A map showing the location of the new Waco Downtown farmers Market. The market will be open from 9 a.m. to 1 p.m. every Saturday with the grand opening Saturday at 9 a.m.
Matt Hellman | Lariat Photo Editor

By Jordan Hearne
Reporter

Fresh produce, dairy and meat from local vendors will converge at the grand opening of the Waco Downtown Farmers Market on Saturday.

Located at 400 South University Parks Drive downtown next to an old fire tower, the Waco Downtown Farmers Market will be open from 9 a.m. to 1 p.m. every Saturday and serve as a central location for local fare.

Bethel Erickson-Bruce, vice president of the Downtown Farmers Market board, said that all of the vendors come from within 150 miles of Waco and offer a wide variety of products.

“The market will provide a number of different enterprises with fresh chicken and baked goods, and World Hunger Relief Inc. will have produce,” Erickson-Bruce said. “There will be three different cheese vendors, honey from Round Rock Honey in Austin and the Urban Garden Coalition will have a booth where they can actually sell crops from home and community gardens.”

A full list of vendors can be found at the Waco Downtown Farmers Market website at the market website.

The planning and establishment of the downtown market was a group effort started about six months ago. Terry Vanderpool, president of the Downtown Farmers Market board, said people approached him about starting a downtown farmers market in Waco based on Vanderpool’s farming background and involvement in the downtown Austin farmers market. He said that after talking with members of the Greater Waco Chamber of Commerce and Waco City Council, an initial interest meeting gave the planners a place to begin.

“We put together a team of people interested and excited about a farmers market in Waco, picked a date so that we had a goal of when to get the market started, and just started working from there, collecting vendors,” Vanderpool said.

Chris McGowan, director of urban development at the Greater Waco Chamber of Commerce, said the Waco Downtown Farmers Market has been an ongoing project for years at the request of Waco residents, but all previous efforts have fallen through during planning.

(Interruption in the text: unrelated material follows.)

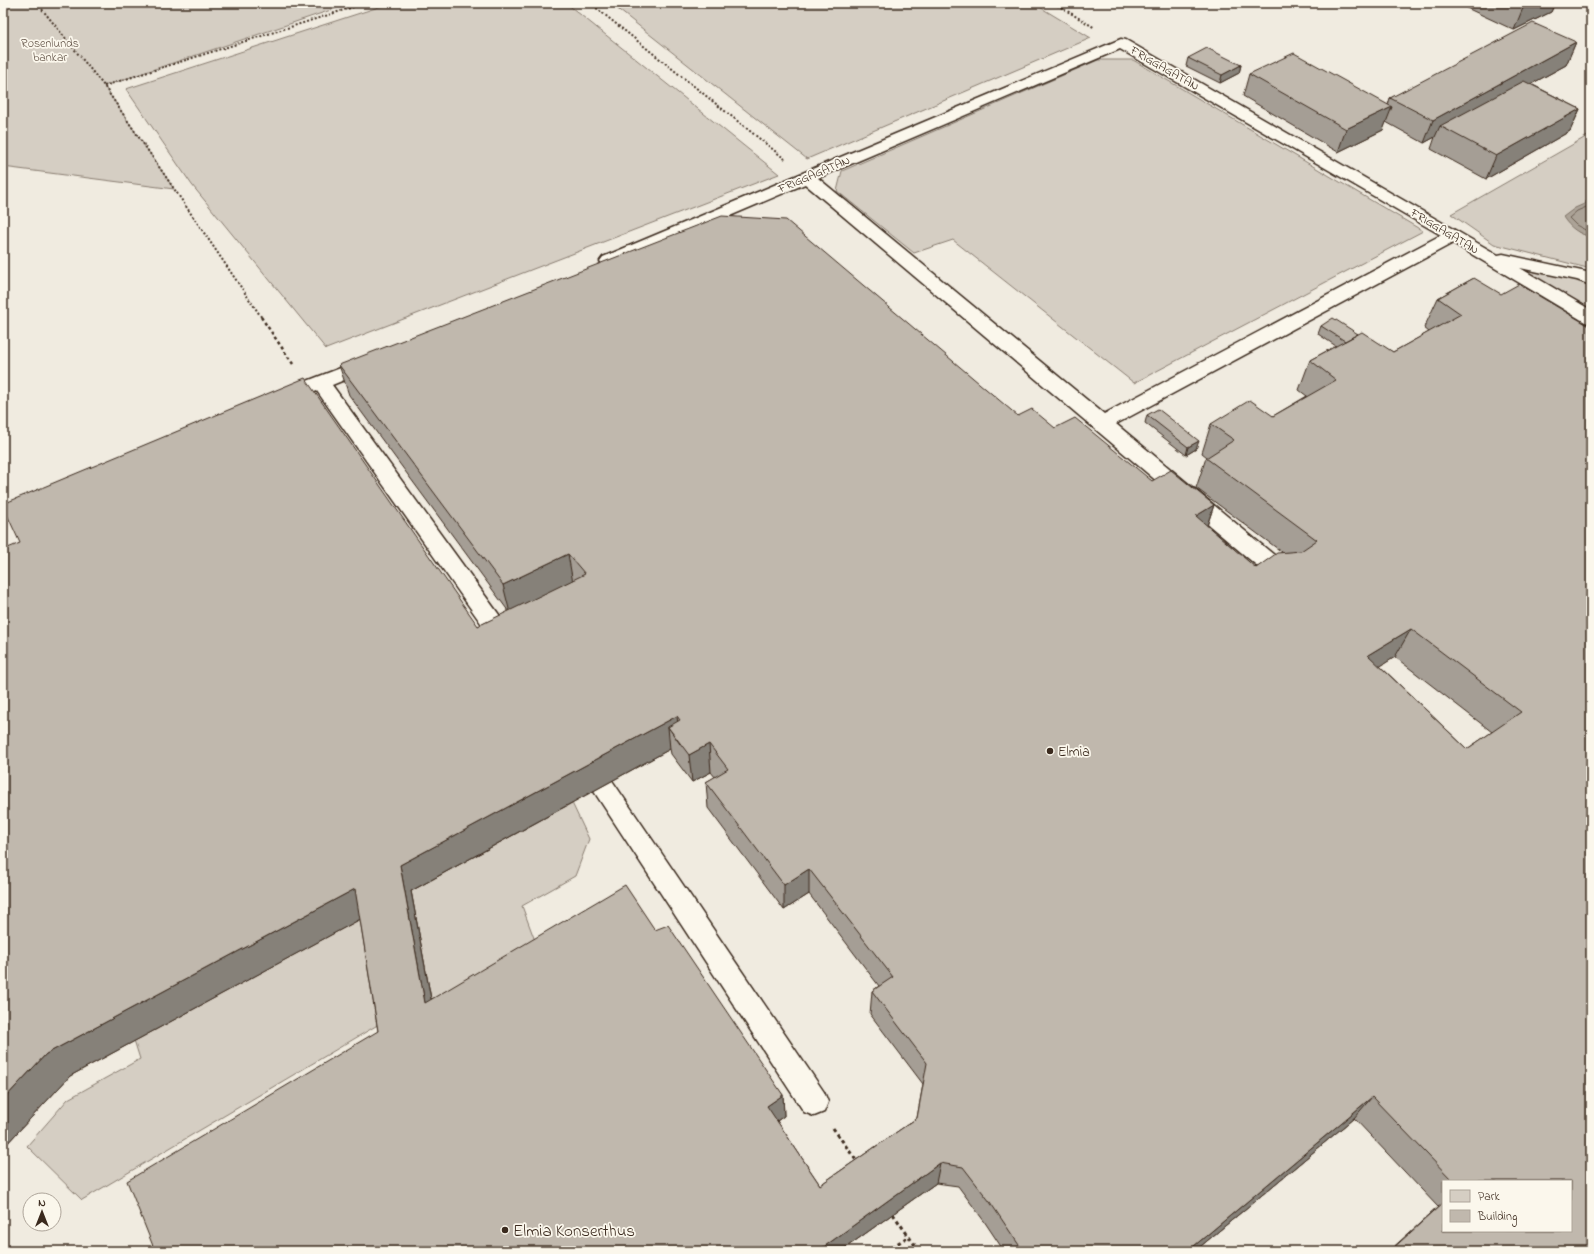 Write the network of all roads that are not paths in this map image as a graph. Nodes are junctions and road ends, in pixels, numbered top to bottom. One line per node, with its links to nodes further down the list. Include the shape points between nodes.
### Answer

“There are kind of four components involved in putting together a farmers market: you have to have people to sell something, you must have someone to operate it, you have to have cooperation and you have to have a place to sell everything,” McGowan said. “That’s what’s different this time, the cooperation and coordination. This time, everything is just coming together.”

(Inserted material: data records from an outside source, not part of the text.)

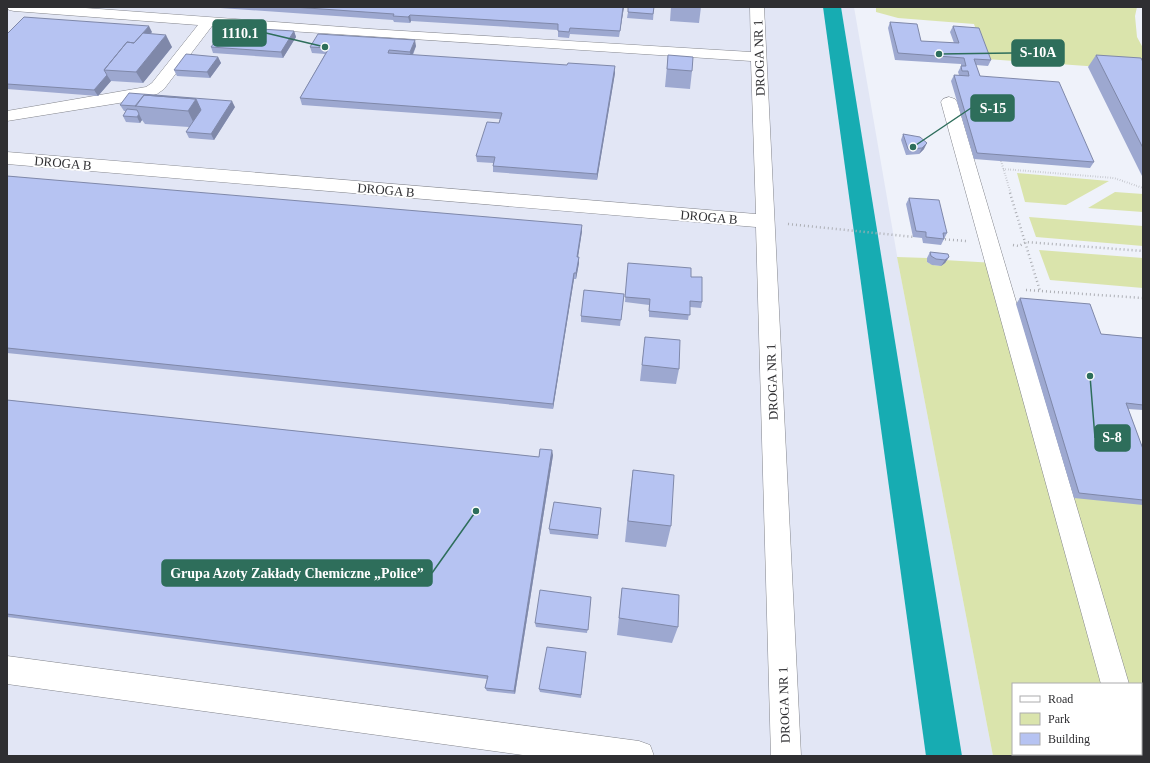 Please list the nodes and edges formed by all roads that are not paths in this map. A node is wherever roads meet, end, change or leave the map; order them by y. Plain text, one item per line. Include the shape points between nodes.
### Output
1 (14, 7) edge
2 (757, 7) edge
3 (208, 21) junction
4 (759, 56) junction
5 (949, 102) dead end
6 (7, 116) edge
7 (7, 158) edge
8 (765, 222) junction
9 (7, 670) edge
10 (1115, 683) edge
11 (639, 756) edge
12 (786, 756) edge

1 - 3 lane
2 - 4 lane, DROGA NR 1
3 - 4 lane
3 - 6 lane via 158,86 151,91
4 - 8 lane, DROGA NR 1
5 - 10 lane
7 - 8 lane, DROGA B
8 - 12 lane, DROGA NR 1
9 - 11 lane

The types of products people can expect to see this Saturday include root vegetables and greens, such as potatoes, swiss chard and kale, that are currently in season, and locally raised and prepared chicken, beef and pork.

Erickson-Bruce said that even though currently the market can only accept cash, the board is looking into credit cards and possibly BearBucks in the future.

She said most of the produce is not certified as organic because the process to attain that certification is too costly for some vendors, but overall the use of any hormones on products is discouraged by the market and that each vendor can give more information on their individual production methods.

McGowan said the market is expected to bring more traffic to downtown Waco and hopefully help the economy as people visiting the market notice other businesses downtown. In regards to how the market supports local farmers, Vanderpool, a farmer himself, emphasized that money spent at the Waco Downtown Farmers Market will go directly into the Waco economy versus stockholders and corporations.

“Instead of buying garlic from California, why not buy it from McLennan County?” Vanderpool said. “Why not buy chicken and pork raised a few miles from here, rather than in South America?”